*EXERCISE OBJECTIVE:* Provide only the number of lines in the records where "nodes" appears.

-----

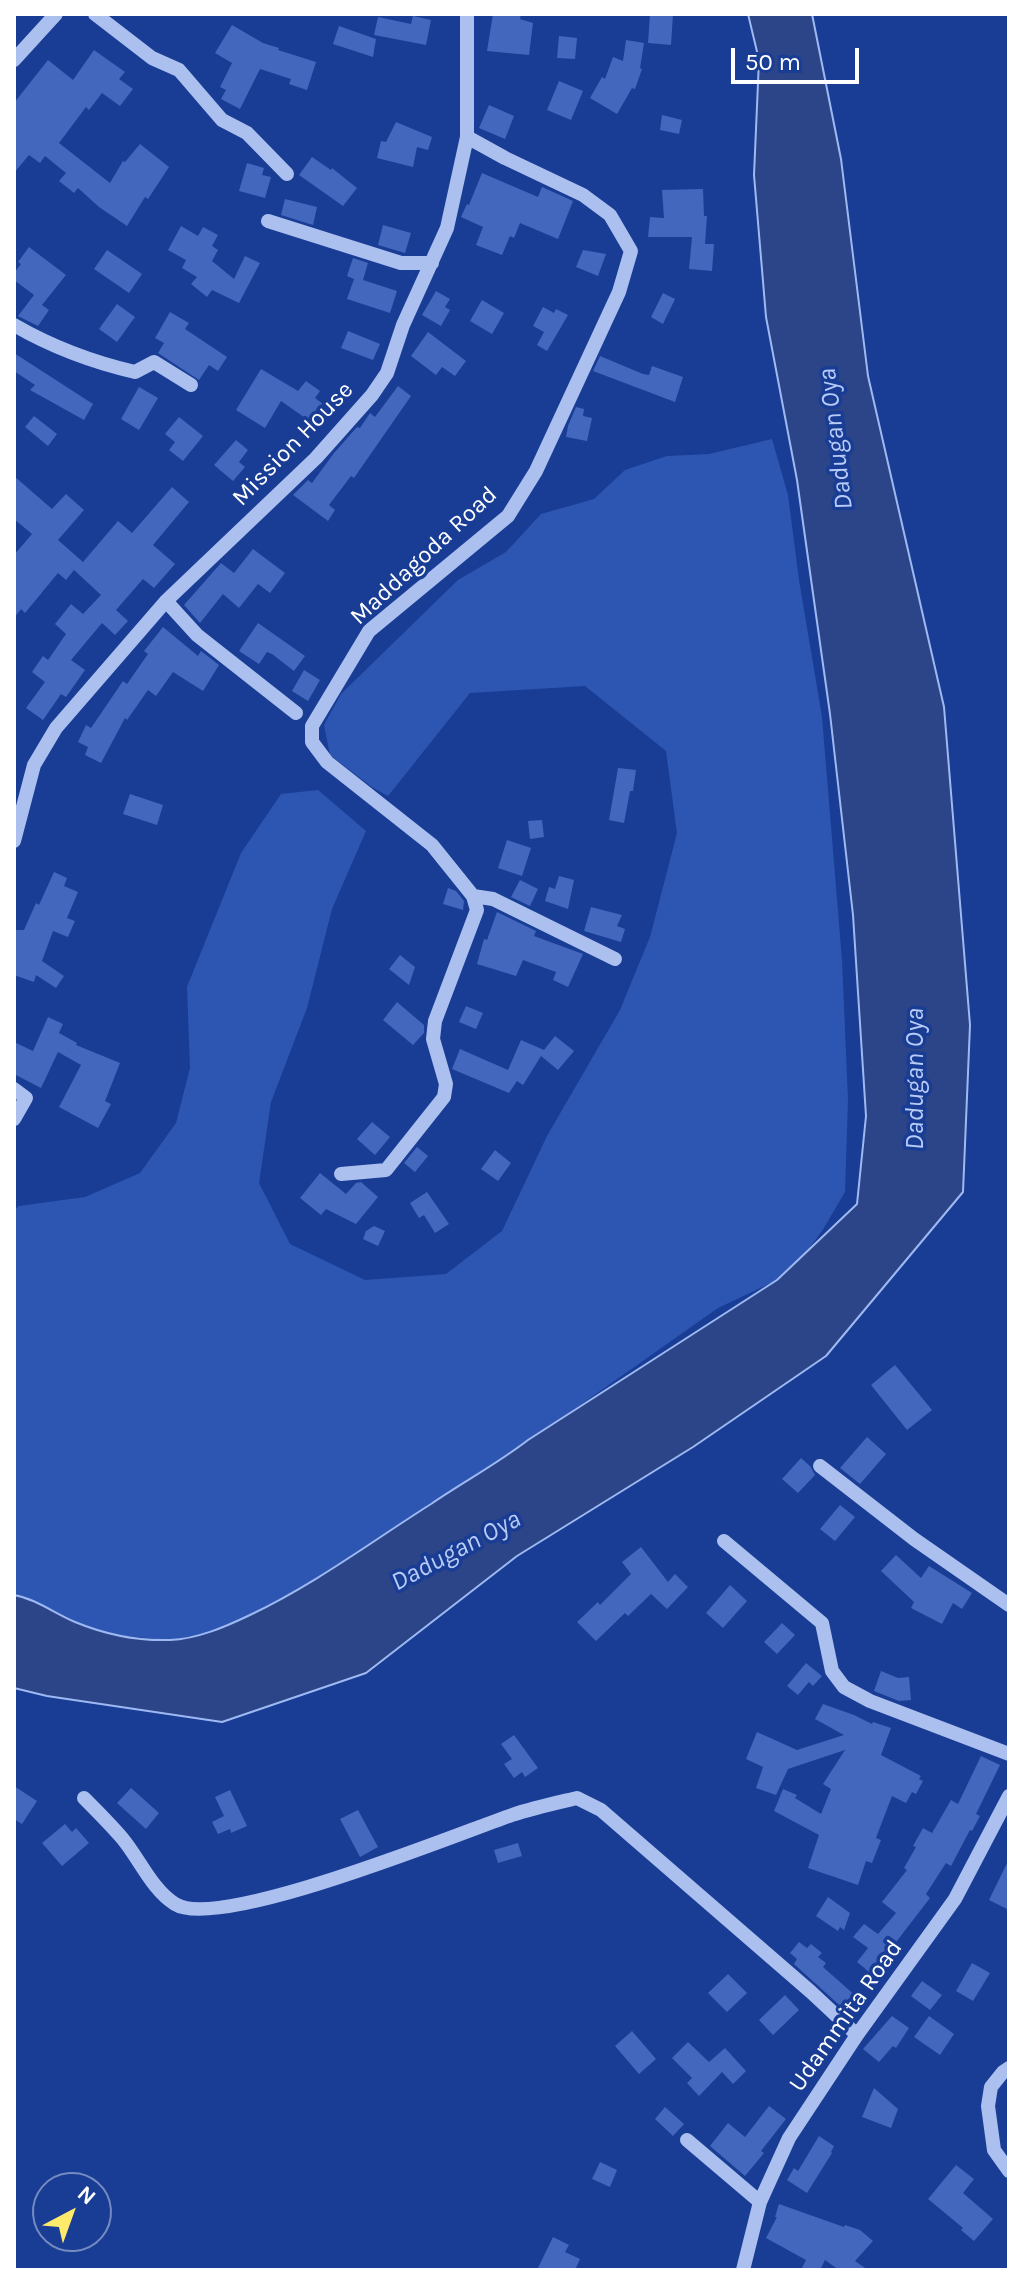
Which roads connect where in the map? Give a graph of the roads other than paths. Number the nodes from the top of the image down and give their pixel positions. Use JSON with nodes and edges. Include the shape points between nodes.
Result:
{"nodes":[{"id":1,"x":56,"y":14,"type":"edge"},
{"id":2,"x":95,"y":14,"type":"edge"},
{"id":3,"x":467,"y":14,"type":"edge"},
{"id":4,"x":14,"y":60,"type":"edge"},
{"id":5,"x":467,"y":137,"type":"junction"},
{"id":6,"x":287,"y":174,"type":"dead end"},
{"id":7,"x":268,"y":221,"type":"dead end"},
{"id":8,"x":432,"y":263,"type":"junction"},
{"id":9,"x":14,"y":325,"type":"edge"},
{"id":10,"x":191,"y":385,"type":"dead end"},
{"id":11,"x":166,"y":601,"type":"junction"},
{"id":12,"x":296,"y":713,"type":"dead end"},
{"id":13,"x":14,"y":841,"type":"edge"},
{"id":14,"x":473,"y":896,"type":"junction"},
{"id":15,"x":615,"y":959,"type":"dead end"},
{"id":16,"x":14,"y":1089,"type":"edge"},
{"id":17,"x":14,"y":1119,"type":"edge"},
{"id":18,"x":341,"y":1174,"type":"dead end"},
{"id":19,"x":820,"y":1466,"type":"dead end"},
{"id":20,"x":724,"y":1541,"type":"dead end"},
{"id":21,"x":1009,"y":1605,"type":"edge"},
{"id":22,"x":1009,"y":1754,"type":"edge"},
{"id":23,"x":1009,"y":1796,"type":"edge"},
{"id":24,"x":84,"y":1798,"type":"dead end"},
{"id":25,"x":857,"y":2035,"type":"junction"},
{"id":26,"x":1009,"y":2068,"type":"edge"},
{"id":27,"x":687,"y":2140,"type":"dead end"},
{"id":28,"x":1009,"y":2171,"type":"edge"},
{"id":29,"x":760,"y":2202,"type":"junction"},
{"id":30,"x":743,"y":2270,"type":"edge"}],
"edges":[{"from":1,"to":4,"type":"street"},
{"from":2,"to":6,"type":"street","via":[[152,58],[179,70],[222,120],[247,133]]},
{"from":3,"to":5,"type":"street","name":"Mission House"},
{"from":5,"to":8,"type":"street","name":"Mission House","via":[[447,228]]},
{"from":5,"to":14,"type":"street","name":"Maddagoda Road","via":[[583,195],[610,215],[631,251],[619,292],[536,471],[508,516],[369,631],[312,726],[312,742],[327,762],[432,845]]},
{"from":7,"to":8,"type":"street","via":[[401,263]]},
{"from":8,"to":11,"type":"street","name":"Mission House","via":[[387,373],[372,395],[316,458]]},
{"from":9,"to":10,"type":"street","via":[[96,363],[135,372],[154,362]]},
{"from":11,"to":12,"type":"street","via":[[197,635]]},
{"from":11,"to":13,"type":"street","name":"Mission House","via":[[56,728],[34,765]]},
{"from":14,"to":15,"type":"street","via":[[493,899]]},
{"from":14,"to":18,"type":"street","via":[[477,910],[435,1021],[433,1039],[446,1084],[444,1097],[386,1170]]},
{"from":16,"to":17,"type":"street","via":[[26,1098]]},
{"from":19,"to":21,"type":"street"},
{"from":20,"to":22,"type":"street","via":[[822,1623],[832,1671],[844,1687]]},
{"from":23,"to":25,"type":"street","name":"Udammita Road","via":[[955,1899]]},
{"from":24,"to":25,"type":"street","via":[[176,1906],[197,1909],[228,1908],[363,1870],[515,1814],[577,1798],[601,1810]]},
{"from":25,"to":29,"type":"street","name":"Udammita Road","via":[[789,2138]]},
{"from":26,"to":28,"type":"street","via":[[991,2087],[988,2106],[994,2150]]},
{"from":27,"to":29,"type":"street"},
{"from":29,"to":30,"type":"street","name":"Udammita Road"}]}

-----

*SOLUTION TO THE PROBLEM:* 2